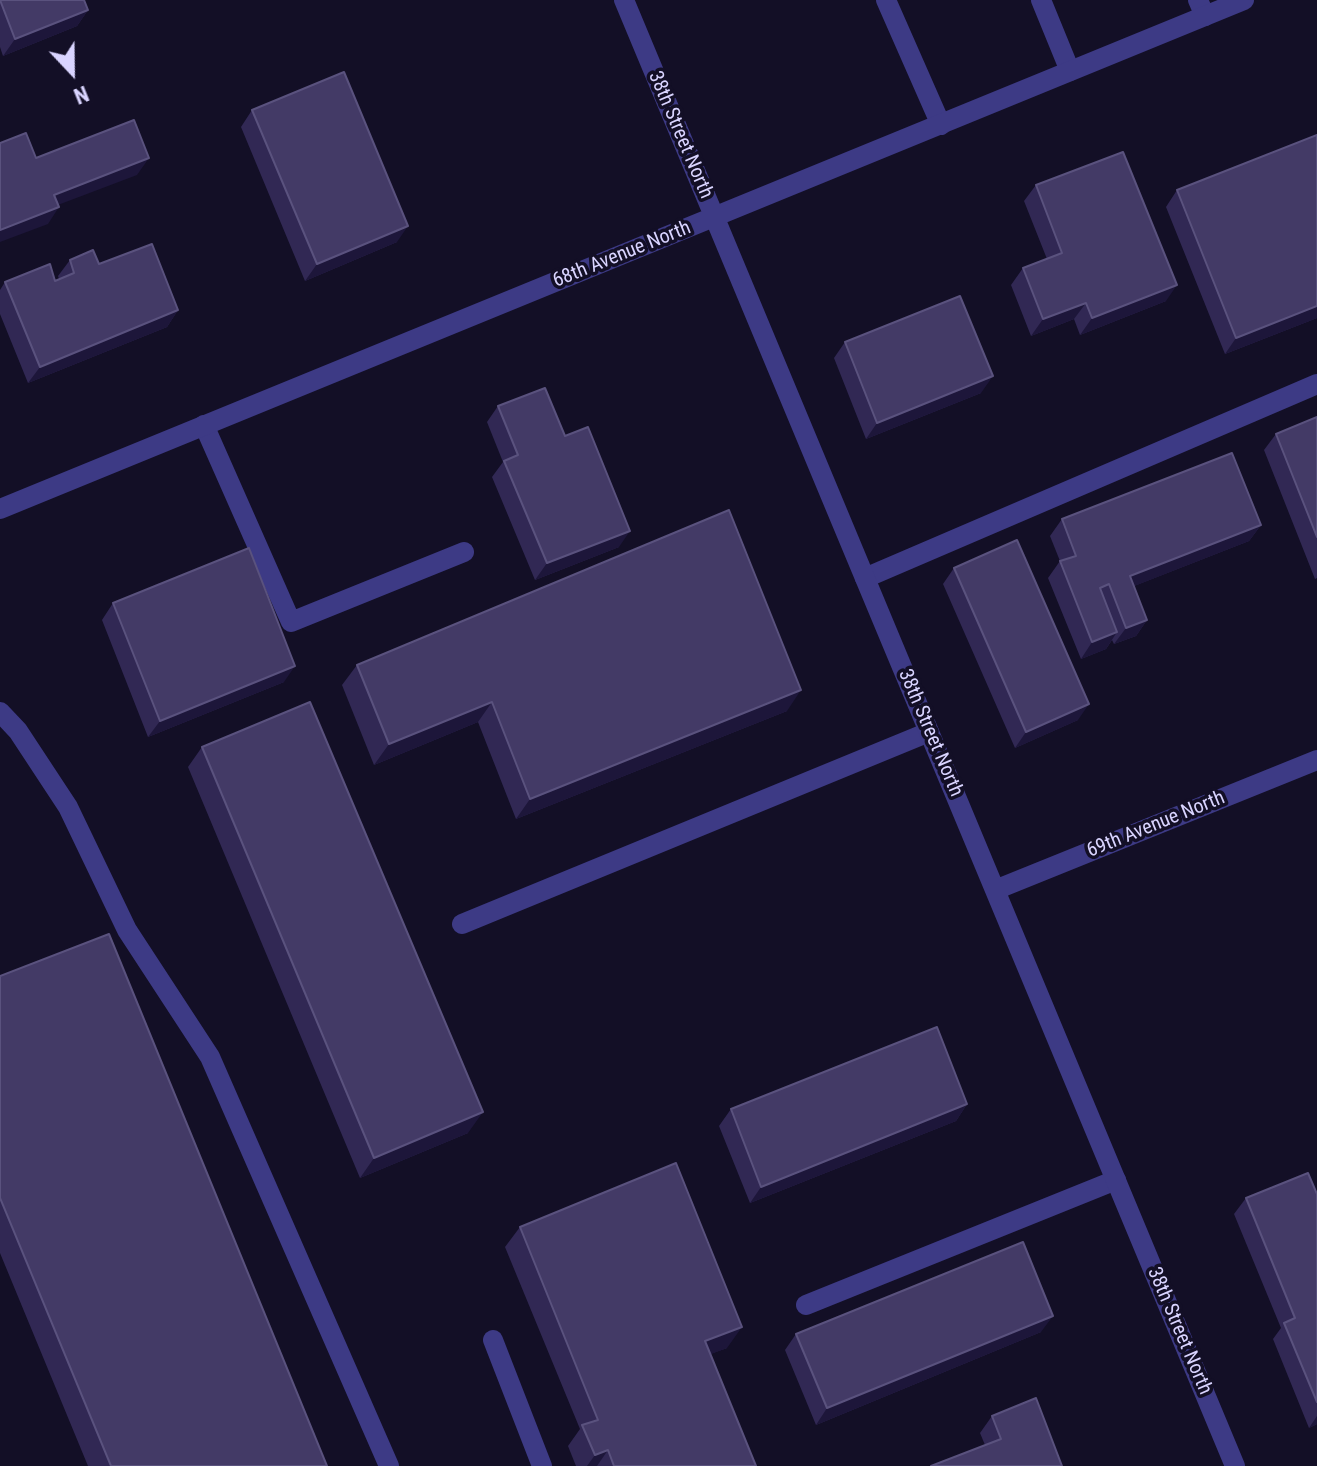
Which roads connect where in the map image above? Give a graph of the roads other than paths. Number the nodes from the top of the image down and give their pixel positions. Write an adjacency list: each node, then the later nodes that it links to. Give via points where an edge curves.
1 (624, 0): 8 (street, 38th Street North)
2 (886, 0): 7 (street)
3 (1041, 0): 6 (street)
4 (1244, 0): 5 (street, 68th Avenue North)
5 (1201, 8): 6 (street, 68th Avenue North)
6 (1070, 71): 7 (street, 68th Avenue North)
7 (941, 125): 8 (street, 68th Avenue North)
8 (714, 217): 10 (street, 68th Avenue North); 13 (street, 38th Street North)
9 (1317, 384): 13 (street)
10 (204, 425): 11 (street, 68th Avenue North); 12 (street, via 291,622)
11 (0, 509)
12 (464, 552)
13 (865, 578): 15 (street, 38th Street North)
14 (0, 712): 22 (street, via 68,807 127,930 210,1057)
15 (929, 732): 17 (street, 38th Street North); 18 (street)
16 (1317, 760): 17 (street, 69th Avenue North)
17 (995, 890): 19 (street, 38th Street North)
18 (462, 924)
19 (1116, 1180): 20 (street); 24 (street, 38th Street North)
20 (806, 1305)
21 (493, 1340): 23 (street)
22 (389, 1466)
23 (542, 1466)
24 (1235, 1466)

What to work on:
Skip the pictures, then return the rest of the data exactly.

Solution:
Which roads connect where in the map image above? Give a graph of the roads other than paths. Number the nodes from the top of the image down and give their pixel positions. Write an adjacency list: each node, then the later nodes that it links to. Give via points where an edge curves.
1 (624, 0): 8 (street, 38th Street North)
2 (886, 0): 7 (street)
3 (1041, 0): 6 (street)
4 (1244, 0): 5 (street, 68th Avenue North)
5 (1201, 8): 6 (street, 68th Avenue North)
6 (1070, 71): 7 (street, 68th Avenue North)
7 (941, 125): 8 (street, 68th Avenue North)
8 (714, 217): 10 (street, 68th Avenue North); 13 (street, 38th Street North)
9 (1317, 384): 13 (street)
10 (204, 425): 11 (street, 68th Avenue North); 12 (street, via 291,622)
11 (0, 509)
12 (464, 552)
13 (865, 578): 15 (street, 38th Street North)
14 (0, 712): 22 (street, via 68,807 127,930 210,1057)
15 (929, 732): 17 (street, 38th Street North); 18 (street)
16 (1317, 760): 17 (street, 69th Avenue North)
17 (995, 890): 19 (street, 38th Street North)
18 (462, 924)
19 (1116, 1180): 20 (street); 24 (street, 38th Street North)
20 (806, 1305)
21 (493, 1340): 23 (street)
22 (389, 1466)
23 (542, 1466)
24 (1235, 1466)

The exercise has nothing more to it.